*** Data for review ***

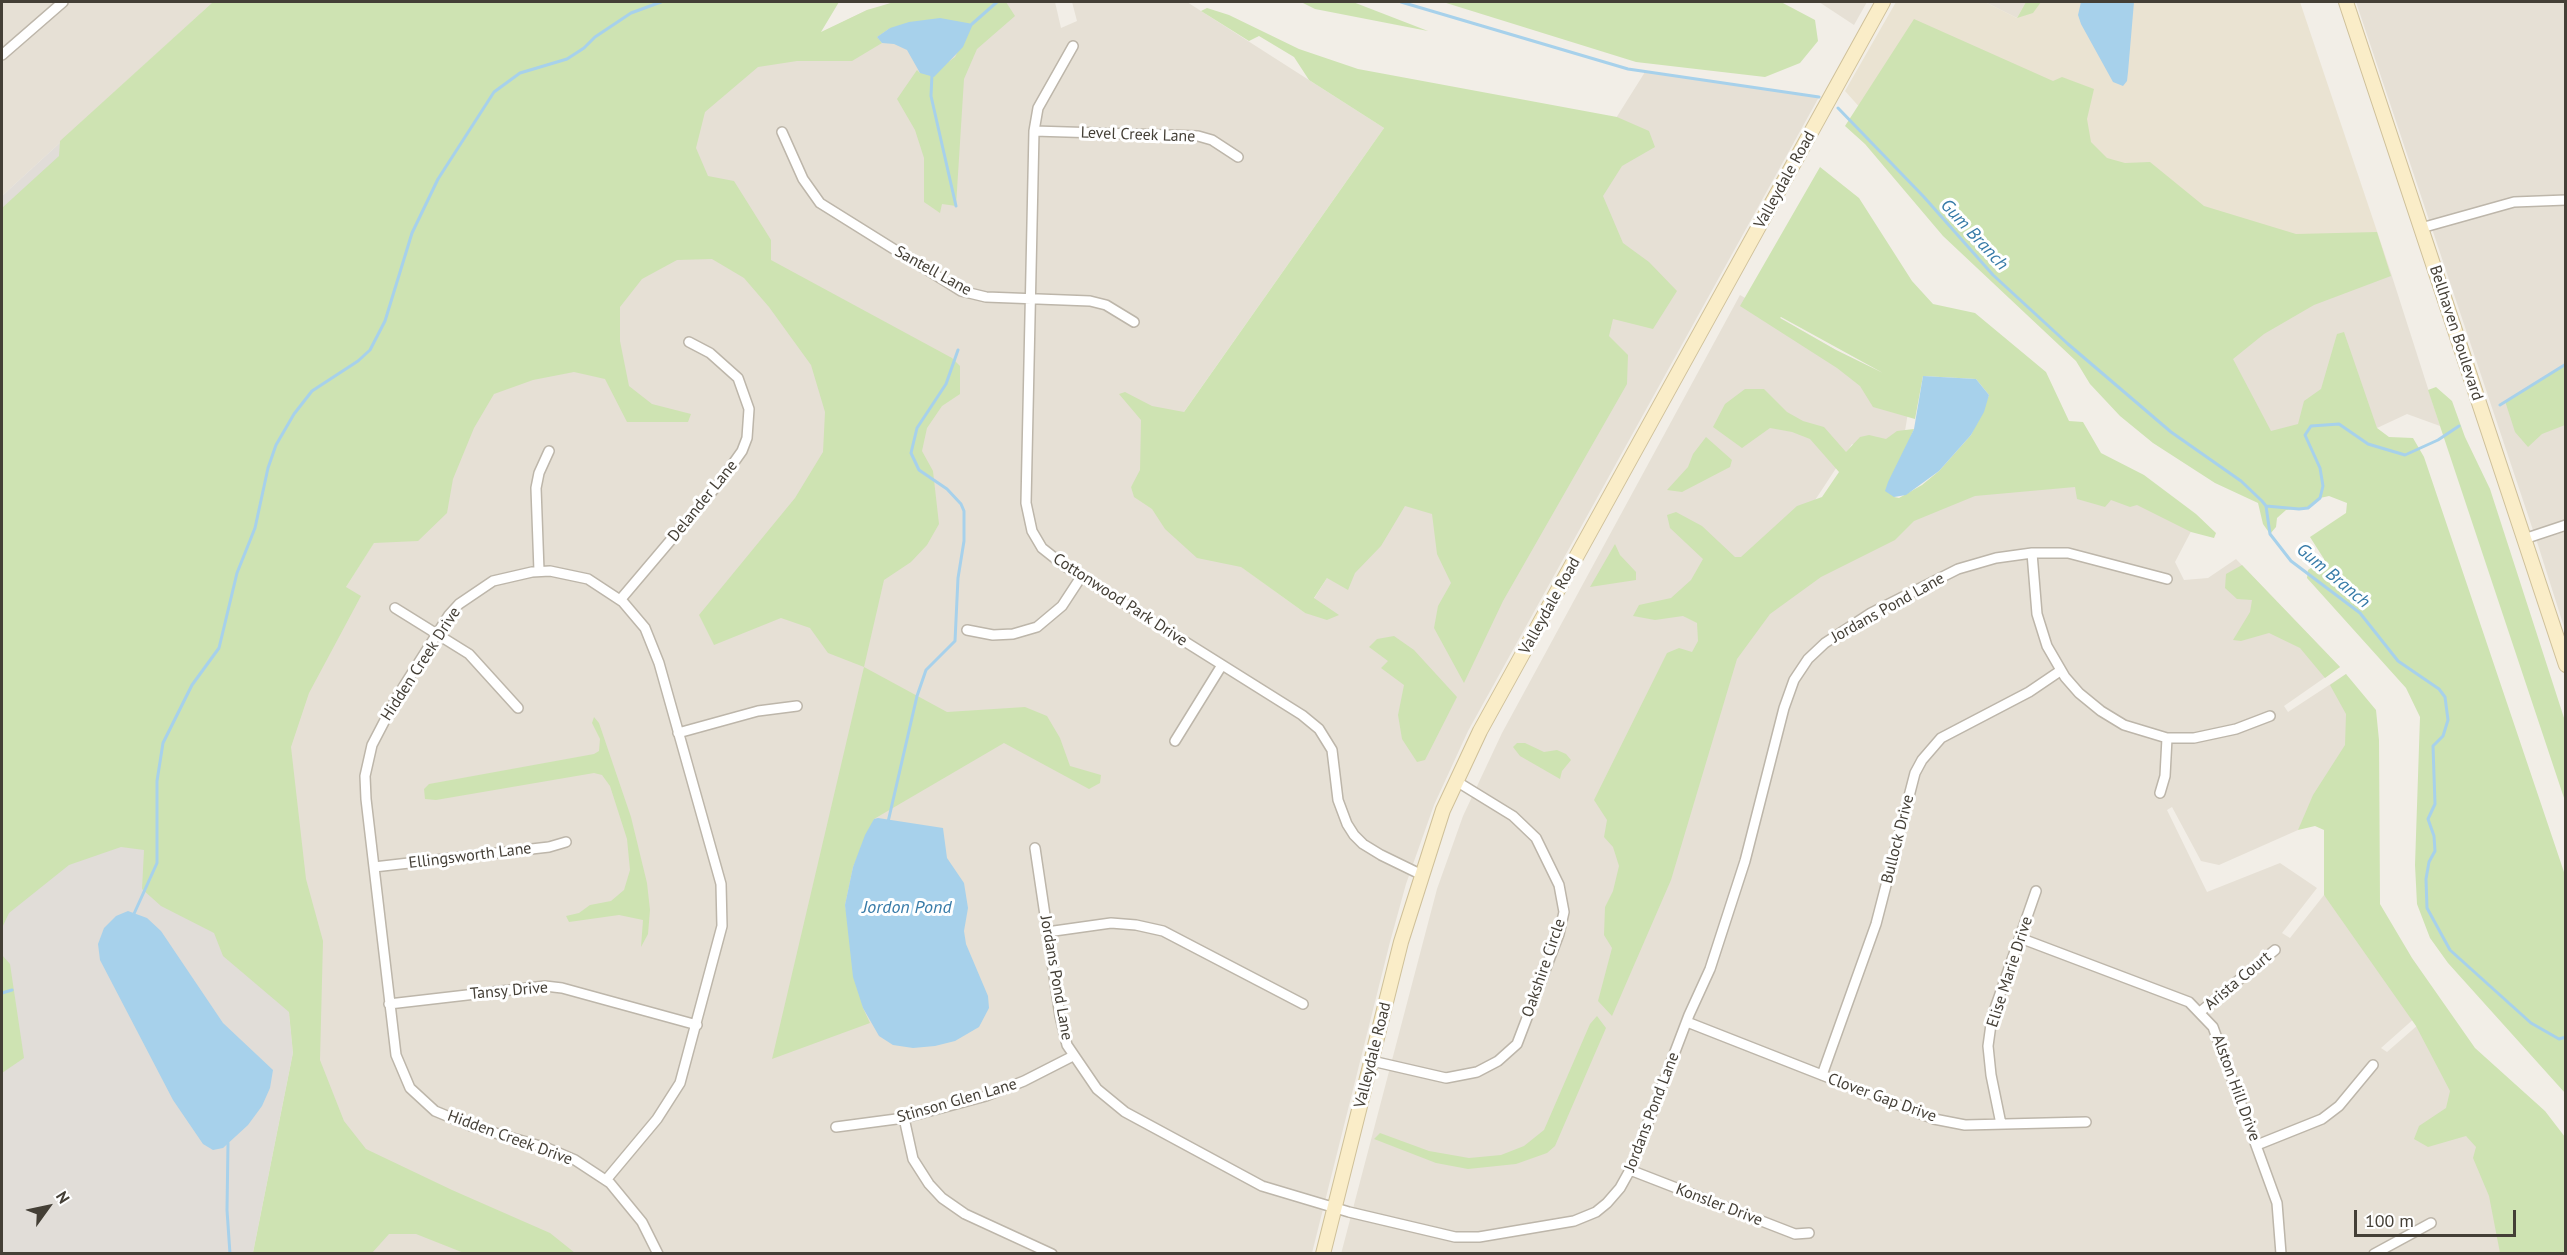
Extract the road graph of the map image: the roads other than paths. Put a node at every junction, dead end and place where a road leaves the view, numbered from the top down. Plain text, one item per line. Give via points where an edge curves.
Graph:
1 (63, 2) edge
2 (1884, 2) edge
3 (2346, 2) edge
4 (1073, 46) dead end
5 (2, 55) edge
6 (1034, 131) junction
7 (782, 132) dead end
8 (1238, 157) dead end
9 (2565, 200) edge
10 (2421, 228) junction
11 (1029, 299) junction
12 (1134, 322) dead end
13 (689, 342) dead end
14 (549, 451) dead end
15 (2565, 525) edge
16 (2524, 539) junction
17 (2032, 553) junction
18 (539, 571) junction
19 (1081, 577) junction
20 (2167, 579) dead end
21 (620, 600) junction
22 (395, 608) dead end
23 (967, 630) dead end
24 (438, 633) junction
25 (1222, 665) junction
26 (2565, 665) edge
27 (2060, 671) junction
28 (797, 706) dead end
29 (518, 708) dead end
30 (2270, 716) dead end
31 (678, 733) junction
32 (2167, 738) junction
33 (1175, 741) dead end
34 (1456, 780) junction
35 (2160, 793) dead end
36 (566, 842) dead end
37 (1035, 848) dead end
38 (374, 867) junction
39 (1420, 874) junction
40 (2036, 891) dead end
41 (1047, 932) junction
42 (2020, 938) junction
43 (2275, 950) dead end
44 (389, 1004) junction
45 (1303, 1004) dead end
46 (2200, 1012) junction
47 (1687, 1022) junction
48 (697, 1025) junction
49 (1073, 1056) junction
50 (1372, 1061) junction
51 (2373, 1065) dead end
52 (1822, 1076) junction
53 (903, 1118) junction
54 (2086, 1122) dead end
55 (2001, 1124) junction
56 (836, 1127) dead end
57 (2257, 1145) junction
58 (1630, 1170) junction
59 (606, 1180) junction
60 (1334, 1208) junction
61 (2431, 1222) dead end
62 (1809, 1233) dead end
63 (658, 1254) edge
64 (1052, 1254) edge
65 (1323, 1254) edge
66 (2281, 1254) edge
67 (2374, 1254) edge

1 - 5 street
2 - 34 street, Valleydale Road
3 - 10 street, Bellhaven Boulevard
4 - 6 street, Cottonwood Park Drive via 1038,108
6 - 8 street, Level Creek Lane via 1198,136
6 - 11 street, Cottonwood Park Drive
7 - 11 street, Santell Lane via 811,192 832,211 971,295
9 - 10 street via 2514,202
10 - 16 street, Bellhaven Boulevard
11 - 12 street, Santell Lane via 1090,301 1106,305
11 - 19 street, Cottonwood Park Drive via 1028,519 1042,548
13 - 21 street, Delander Lane via 710,353 738,378 749,409 747,438 720,482
14 - 18 street via 536,489
15 - 16 street
16 - 26 street, Bellhaven Boulevard
17 - 20 street, Jordans Pond Lane via 2067,553
17 - 27 street via 2037,614
17 - 47 street, Jordans Pond Lane via 1958,569 1852,624 1809,659 1794,680 1784,708 1733,903
18 - 21 street, Hidden Creek Drive via 588,579
18 - 24 street, Hidden Creek Drive via 510,575 475,591 449,615
19 - 23 street via 1062,606 1037,627 993,635
19 - 25 street, Cottonwood Park Drive
21 - 31 street, Hidden Creek Drive via 637,617 652,642
22 - 24 street
24 - 29 street via 469,654
24 - 38 street, Hidden Creek Drive via 397,697 370,753 365,776
25 - 33 street
25 - 39 street, Cottonwood Park Drive via 1319,729 1332,750 1338,800 1354,835 1381,855
27 - 32 street via 2101,711 2124,725
27 - 52 street, Bullock Drive via 2029,692 1941,738 1922,760 1915,773 1876,924
28 - 31 street via 758,711
30 - 32 street via 2236,729 2194,738
31 - 48 street, Hidden Creek Drive via 721,884 723,911
32 - 35 street
34 - 39 street, Valleydale Road
34 - 50 street, Oakshire Circle via 1513,816 1536,838 1559,885 1564,912 1559,934 1517,1044 1498,1061 1477,1072 1446,1078
36 - 38 street, Ellingsworth Lane
37 - 41 street, Jordans Pond Lane
38 - 44 street, Hidden Creek Drive
39 - 50 street, Valleydale Road
40 - 42 street, Elise Marie Drive
41 - 45 street via 1112,923 1163,931
41 - 49 street, Jordans Pond Lane via 1060,1016
42 - 46 street, Alston Hill Drive via 2173,995
42 - 55 street, Elise Marie Drive via 1992,1017 1988,1046
43 - 46 street, Arista Court
44 - 48 street, Tansy Drive via 545,986
44 - 59 street, Hidden Creek Drive via 402,1073 410,1088 435,1111 547,1148
46 - 57 street, Alston Hill Drive via 2213,1027
47 - 52 street, Clover Gap Drive
47 - 58 street, Jordans Pond Lane
48 - 59 street, Hidden Creek Drive via 673,1095
49 - 53 street, Stinson Glen Lane via 1024,1082 986,1096
49 - 60 street, Jordans Pond Lane via 1097,1089 1144,1124 1262,1186
50 - 60 street, Valleydale Road
51 - 57 street via 2339,1106 2322,1119
52 - 55 street, Clover Gap Drive via 1934,1119 1965,1125
53 - 56 street, Stinson Glen Lane
53 - 64 street via 913,1159 942,1198 965,1214
54 - 55 street, Clover Gap Drive
57 - 66 street, Alston Hill Drive via 2277,1203
58 - 60 street, Jordans Pond Lane via 1620,1188 1596,1212 1574,1221 1479,1237 1455,1237
58 - 62 street, Konsler Drive via 1795,1234
59 - 63 street, Hidden Creek Drive via 642,1222
60 - 65 street, Valleydale Road
61 - 67 street

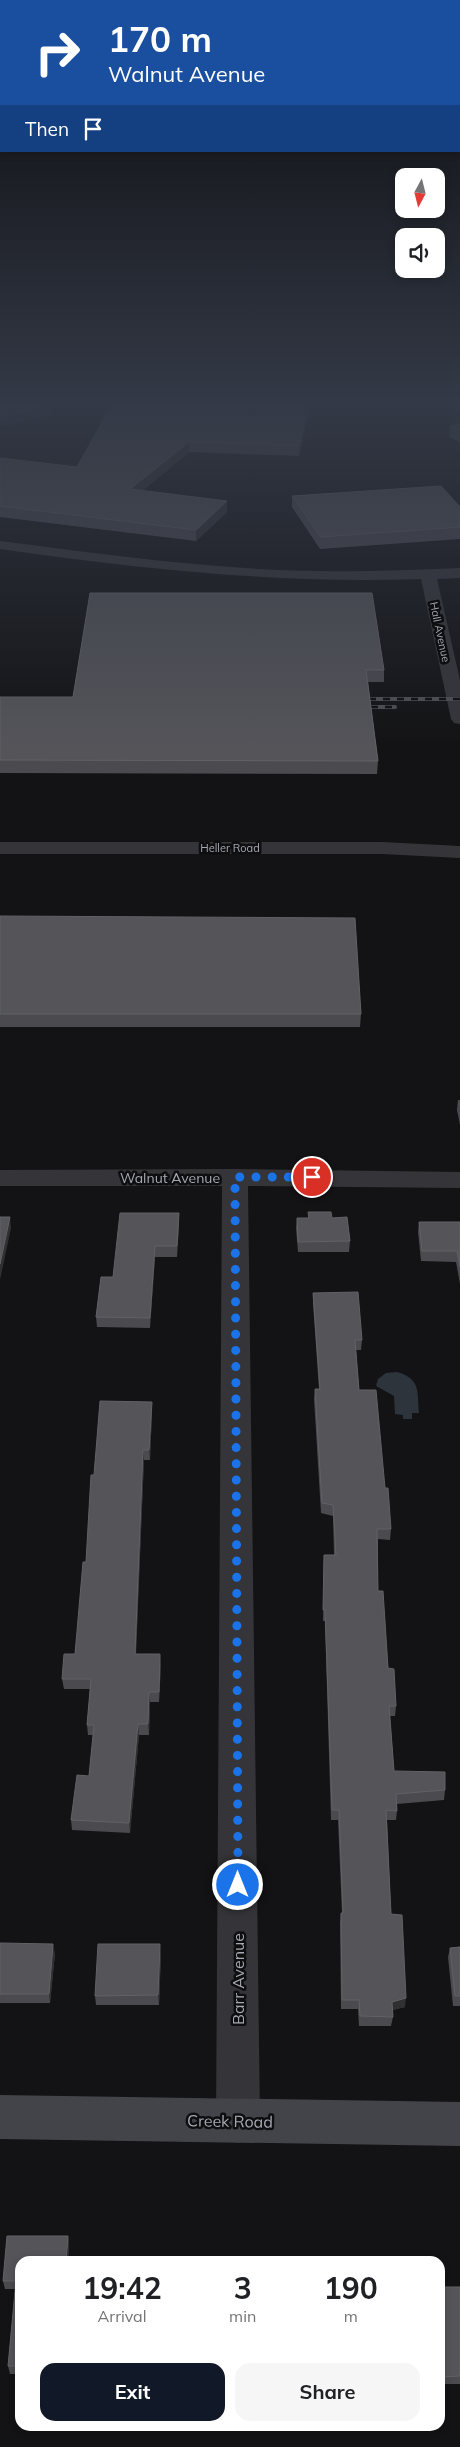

*** End of Data for review ***

## [Work item]
Give the number of lines in the entries that hold the string "Creek", and add nothing else.

## [Task answer]
10